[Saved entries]
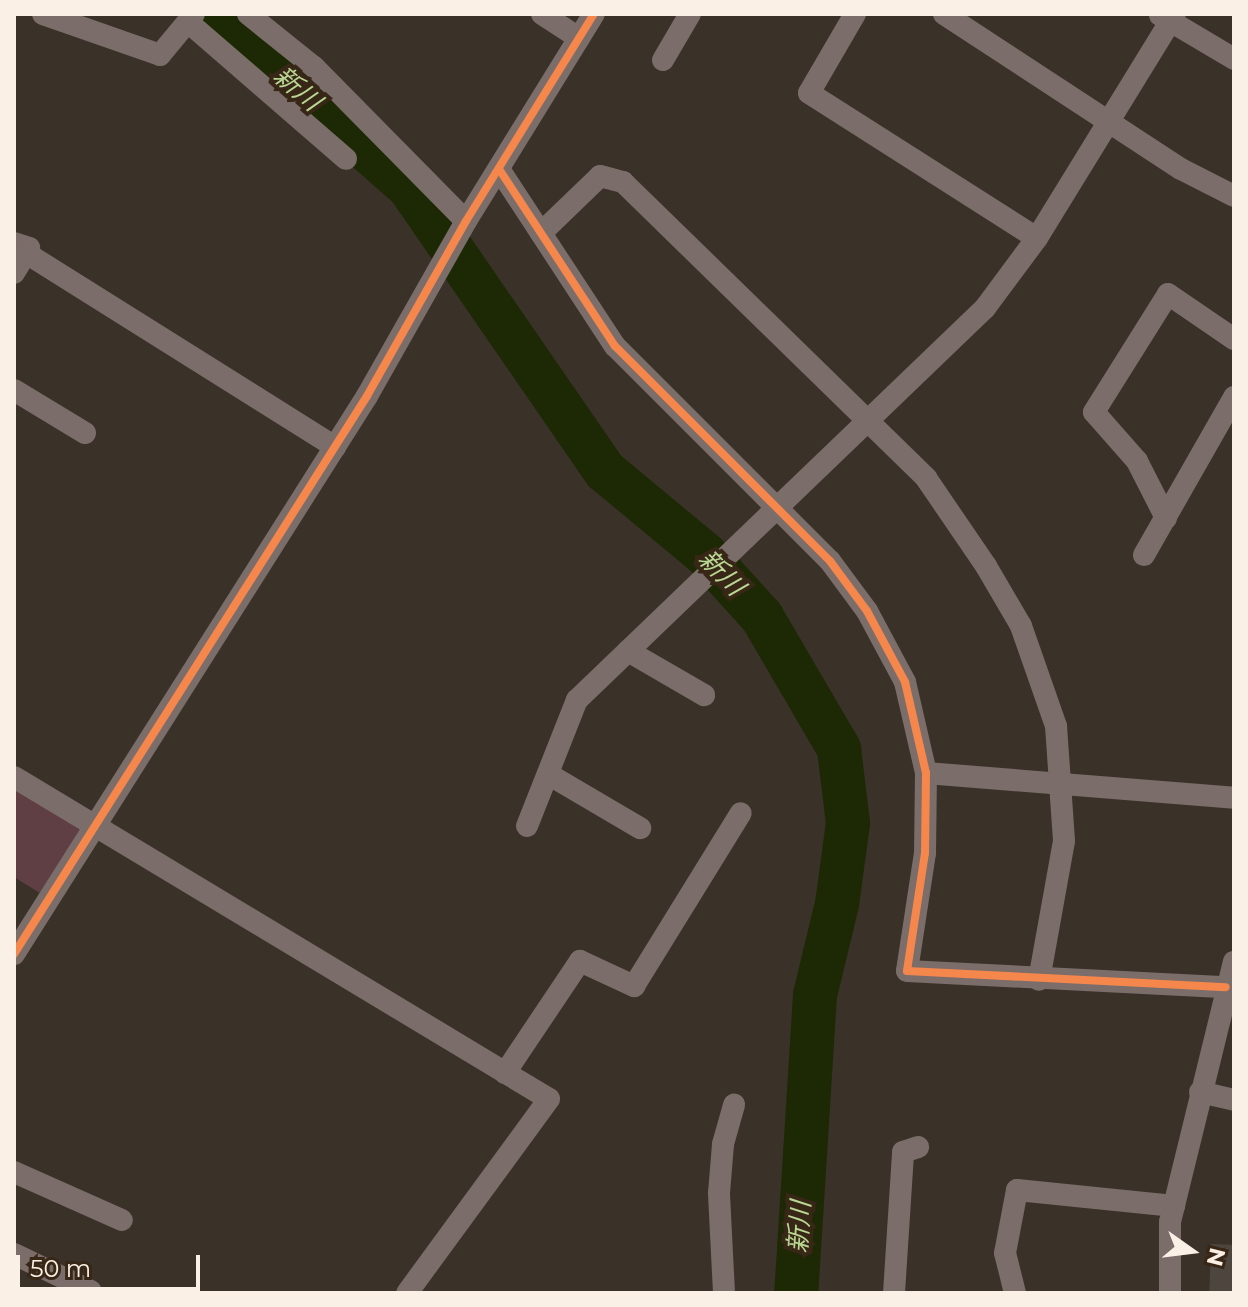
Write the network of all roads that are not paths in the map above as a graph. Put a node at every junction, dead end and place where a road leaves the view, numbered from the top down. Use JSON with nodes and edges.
{"nodes":[{"id":1,"x":43,"y":14,"type":"edge"},
{"id":2,"x":248,"y":14,"type":"edge"},
{"id":3,"x":542,"y":14,"type":"edge"},
{"id":4,"x":594,"y":14,"type":"edge"},
{"id":5,"x":690,"y":14,"type":"edge"},
{"id":6,"x":855,"y":14,"type":"edge"},
{"id":7,"x":944,"y":14,"type":"edge"},
{"id":8,"x":1168,"y":16,"type":"edge"},
{"id":9,"x":191,"y":18,"type":"edge"},
{"id":10,"x":579,"y":38,"type":"junction"},
{"id":11,"x":1234,"y":59,"type":"edge"},
{"id":12,"x":663,"y":60,"type":"dead end"},
{"id":13,"x":1109,"y":120,"type":"junction"},
{"id":14,"x":346,"y":159,"type":"dead end"},
{"id":15,"x":499,"y":169,"type":"junction"},
{"id":16,"x":1234,"y":196,"type":"edge"},
{"id":17,"x":462,"y":230,"type":"junction"},
{"id":18,"x":541,"y":233,"type":"junction"},
{"id":19,"x":1037,"y":238,"type":"junction"},
{"id":20,"x":20,"y":248,"type":"edge"},
{"id":21,"x":14,"y":273,"type":"edge"},
{"id":22,"x":1234,"y":339,"type":"edge"},
{"id":23,"x":14,"y":390,"type":"edge"},
{"id":24,"x":1234,"y":397,"type":"edge"},
{"id":25,"x":870,"y":419,"type":"junction"},
{"id":26,"x":85,"y":433,"type":"dead end"},
{"id":27,"x":335,"y":447,"type":"junction"},
{"id":28,"x":777,"y":509,"type":"junction"},
{"id":29,"x":1166,"y":518,"type":"junction"},
{"id":30,"x":1144,"y":555,"type":"dead end"},
{"id":31,"x":628,"y":651,"type":"junction"},
{"id":32,"x":704,"y":695,"type":"dead end"},
{"id":33,"x":926,"y":773,"type":"junction"},
{"id":34,"x":548,"y":774,"type":"junction"},
{"id":35,"x":14,"y":777,"type":"edge"},
{"id":36,"x":1062,"y":784,"type":"junction"},
{"id":37,"x":1234,"y":798,"type":"edge"},
{"id":38,"x":741,"y":813,"type":"dead end"},
{"id":39,"x":94,"y":826,"type":"junction"},
{"id":40,"x":527,"y":826,"type":"dead end"},
{"id":41,"x":640,"y":828,"type":"dead end"},
{"id":42,"x":14,"y":954,"type":"edge"},
{"id":43,"x":1234,"y":962,"type":"edge"},
{"id":44,"x":1039,"y":980,"type":"junction"},
{"id":45,"x":1226,"y":987,"type":"junction"},
{"id":46,"x":505,"y":1073,"type":"junction"},
{"id":47,"x":1200,"y":1092,"type":"junction"},
{"id":48,"x":1234,"y":1100,"type":"edge"},
{"id":49,"x":734,"y":1105,"type":"dead end"},
{"id":50,"x":918,"y":1147,"type":"dead end"},
{"id":51,"x":14,"y":1172,"type":"edge"},
{"id":52,"x":1174,"y":1206,"type":"junction"},
{"id":53,"x":122,"y":1220,"type":"dead end"},
{"id":54,"x":14,"y":1254,"type":"edge"},
{"id":55,"x":91,"y":1291,"type":"dead end"},
{"id":56,"x":409,"y":1292,"type":"edge"},
{"id":57,"x":724,"y":1293,"type":"edge"},
{"id":58,"x":894,"y":1293,"type":"edge"},
{"id":59,"x":1015,"y":1293,"type":"edge"},
{"id":60,"x":1170,"y":1293,"type":"edge"}],
"edges":[{"from":1,"to":9,"type":"street"},
{"from":2,"to":17,"type":"street"},
{"from":3,"to":10,"type":"street"},
{"from":4,"to":10,"type":"street"},
{"from":5,"to":12,"type":"street"},
{"from":6,"to":19,"type":"street"},
{"from":7,"to":13,"type":"street"},
{"from":8,"to":11,"type":"street"},
{"from":8,"to":13,"type":"street"},
{"from":9,"to":14,"type":"street"},
{"from":10,"to":15,"type":"street"},
{"from":13,"to":16,"type":"street"},
{"from":13,"to":19,"type":"street"},
{"from":15,"to":17,"type":"street"},
{"from":15,"to":18,"type":"street"},
{"from":17,"to":27,"type":"street"},
{"from":18,"to":25,"type":"street"},
{"from":18,"to":28,"type":"street"},
{"from":19,"to":25,"type":"street"},
{"from":20,"to":21,"type":"street"},
{"from":20,"to":27,"type":"street"},
{"from":22,"to":29,"type":"street"},
{"from":23,"to":26,"type":"street"},
{"from":24,"to":29,"type":"street"},
{"from":25,"to":28,"type":"street"},
{"from":25,"to":36,"type":"street"},
{"from":27,"to":39,"type":"street"},
{"from":28,"to":31,"type":"street"},
{"from":28,"to":33,"type":"street"},
{"from":29,"to":30,"type":"street"},
{"from":31,"to":32,"type":"street"},
{"from":31,"to":34,"type":"street"},
{"from":33,"to":36,"type":"street"},
{"from":33,"to":44,"type":"street"},
{"from":34,"to":40,"type":"street"},
{"from":34,"to":41,"type":"street"},
{"from":35,"to":39,"type":"street"},
{"from":36,"to":37,"type":"street"},
{"from":36,"to":44,"type":"street"},
{"from":38,"to":46,"type":"street"},
{"from":39,"to":42,"type":"street"},
{"from":39,"to":46,"type":"street"},
{"from":43,"to":45,"type":"street"},
{"from":44,"to":45,"type":"street"},
{"from":45,"to":47,"type":"street"},
{"from":46,"to":56,"type":"street"},
{"from":47,"to":48,"type":"street"},
{"from":47,"to":52,"type":"street"},
{"from":49,"to":57,"type":"street"},
{"from":50,"to":58,"type":"street"},
{"from":51,"to":53,"type":"street"},
{"from":52,"to":59,"type":"street"},
{"from":52,"to":60,"type":"street"},
{"from":54,"to":55,"type":"street"}]}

Directions for this task -> Could you set down the records above exactly, skipping any picture?

Answer to this exercise ->
Write the network of all roads that are not paths in the map above as a graph. Put a node at every junction, dead end and place where a road leaves the view, numbered from the top down. Use JSON with nodes and edges.
{"nodes":[{"id":1,"x":43,"y":14,"type":"edge"},
{"id":2,"x":248,"y":14,"type":"edge"},
{"id":3,"x":542,"y":14,"type":"edge"},
{"id":4,"x":594,"y":14,"type":"edge"},
{"id":5,"x":690,"y":14,"type":"edge"},
{"id":6,"x":855,"y":14,"type":"edge"},
{"id":7,"x":944,"y":14,"type":"edge"},
{"id":8,"x":1168,"y":16,"type":"edge"},
{"id":9,"x":191,"y":18,"type":"edge"},
{"id":10,"x":579,"y":38,"type":"junction"},
{"id":11,"x":1234,"y":59,"type":"edge"},
{"id":12,"x":663,"y":60,"type":"dead end"},
{"id":13,"x":1109,"y":120,"type":"junction"},
{"id":14,"x":346,"y":159,"type":"dead end"},
{"id":15,"x":499,"y":169,"type":"junction"},
{"id":16,"x":1234,"y":196,"type":"edge"},
{"id":17,"x":462,"y":230,"type":"junction"},
{"id":18,"x":541,"y":233,"type":"junction"},
{"id":19,"x":1037,"y":238,"type":"junction"},
{"id":20,"x":20,"y":248,"type":"edge"},
{"id":21,"x":14,"y":273,"type":"edge"},
{"id":22,"x":1234,"y":339,"type":"edge"},
{"id":23,"x":14,"y":390,"type":"edge"},
{"id":24,"x":1234,"y":397,"type":"edge"},
{"id":25,"x":870,"y":419,"type":"junction"},
{"id":26,"x":85,"y":433,"type":"dead end"},
{"id":27,"x":335,"y":447,"type":"junction"},
{"id":28,"x":777,"y":509,"type":"junction"},
{"id":29,"x":1166,"y":518,"type":"junction"},
{"id":30,"x":1144,"y":555,"type":"dead end"},
{"id":31,"x":628,"y":651,"type":"junction"},
{"id":32,"x":704,"y":695,"type":"dead end"},
{"id":33,"x":926,"y":773,"type":"junction"},
{"id":34,"x":548,"y":774,"type":"junction"},
{"id":35,"x":14,"y":777,"type":"edge"},
{"id":36,"x":1062,"y":784,"type":"junction"},
{"id":37,"x":1234,"y":798,"type":"edge"},
{"id":38,"x":741,"y":813,"type":"dead end"},
{"id":39,"x":94,"y":826,"type":"junction"},
{"id":40,"x":527,"y":826,"type":"dead end"},
{"id":41,"x":640,"y":828,"type":"dead end"},
{"id":42,"x":14,"y":954,"type":"edge"},
{"id":43,"x":1234,"y":962,"type":"edge"},
{"id":44,"x":1039,"y":980,"type":"junction"},
{"id":45,"x":1226,"y":987,"type":"junction"},
{"id":46,"x":505,"y":1073,"type":"junction"},
{"id":47,"x":1200,"y":1092,"type":"junction"},
{"id":48,"x":1234,"y":1100,"type":"edge"},
{"id":49,"x":734,"y":1105,"type":"dead end"},
{"id":50,"x":918,"y":1147,"type":"dead end"},
{"id":51,"x":14,"y":1172,"type":"edge"},
{"id":52,"x":1174,"y":1206,"type":"junction"},
{"id":53,"x":122,"y":1220,"type":"dead end"},
{"id":54,"x":14,"y":1254,"type":"edge"},
{"id":55,"x":91,"y":1291,"type":"dead end"},
{"id":56,"x":409,"y":1292,"type":"edge"},
{"id":57,"x":724,"y":1293,"type":"edge"},
{"id":58,"x":894,"y":1293,"type":"edge"},
{"id":59,"x":1015,"y":1293,"type":"edge"},
{"id":60,"x":1170,"y":1293,"type":"edge"}],
"edges":[{"from":1,"to":9,"type":"street"},
{"from":2,"to":17,"type":"street"},
{"from":3,"to":10,"type":"street"},
{"from":4,"to":10,"type":"street"},
{"from":5,"to":12,"type":"street"},
{"from":6,"to":19,"type":"street"},
{"from":7,"to":13,"type":"street"},
{"from":8,"to":11,"type":"street"},
{"from":8,"to":13,"type":"street"},
{"from":9,"to":14,"type":"street"},
{"from":10,"to":15,"type":"street"},
{"from":13,"to":16,"type":"street"},
{"from":13,"to":19,"type":"street"},
{"from":15,"to":17,"type":"street"},
{"from":15,"to":18,"type":"street"},
{"from":17,"to":27,"type":"street"},
{"from":18,"to":25,"type":"street"},
{"from":18,"to":28,"type":"street"},
{"from":19,"to":25,"type":"street"},
{"from":20,"to":21,"type":"street"},
{"from":20,"to":27,"type":"street"},
{"from":22,"to":29,"type":"street"},
{"from":23,"to":26,"type":"street"},
{"from":24,"to":29,"type":"street"},
{"from":25,"to":28,"type":"street"},
{"from":25,"to":36,"type":"street"},
{"from":27,"to":39,"type":"street"},
{"from":28,"to":31,"type":"street"},
{"from":28,"to":33,"type":"street"},
{"from":29,"to":30,"type":"street"},
{"from":31,"to":32,"type":"street"},
{"from":31,"to":34,"type":"street"},
{"from":33,"to":36,"type":"street"},
{"from":33,"to":44,"type":"street"},
{"from":34,"to":40,"type":"street"},
{"from":34,"to":41,"type":"street"},
{"from":35,"to":39,"type":"street"},
{"from":36,"to":37,"type":"street"},
{"from":36,"to":44,"type":"street"},
{"from":38,"to":46,"type":"street"},
{"from":39,"to":42,"type":"street"},
{"from":39,"to":46,"type":"street"},
{"from":43,"to":45,"type":"street"},
{"from":44,"to":45,"type":"street"},
{"from":45,"to":47,"type":"street"},
{"from":46,"to":56,"type":"street"},
{"from":47,"to":48,"type":"street"},
{"from":47,"to":52,"type":"street"},
{"from":49,"to":57,"type":"street"},
{"from":50,"to":58,"type":"street"},
{"from":51,"to":53,"type":"street"},
{"from":52,"to":59,"type":"street"},
{"from":52,"to":60,"type":"street"},
{"from":54,"to":55,"type":"street"}]}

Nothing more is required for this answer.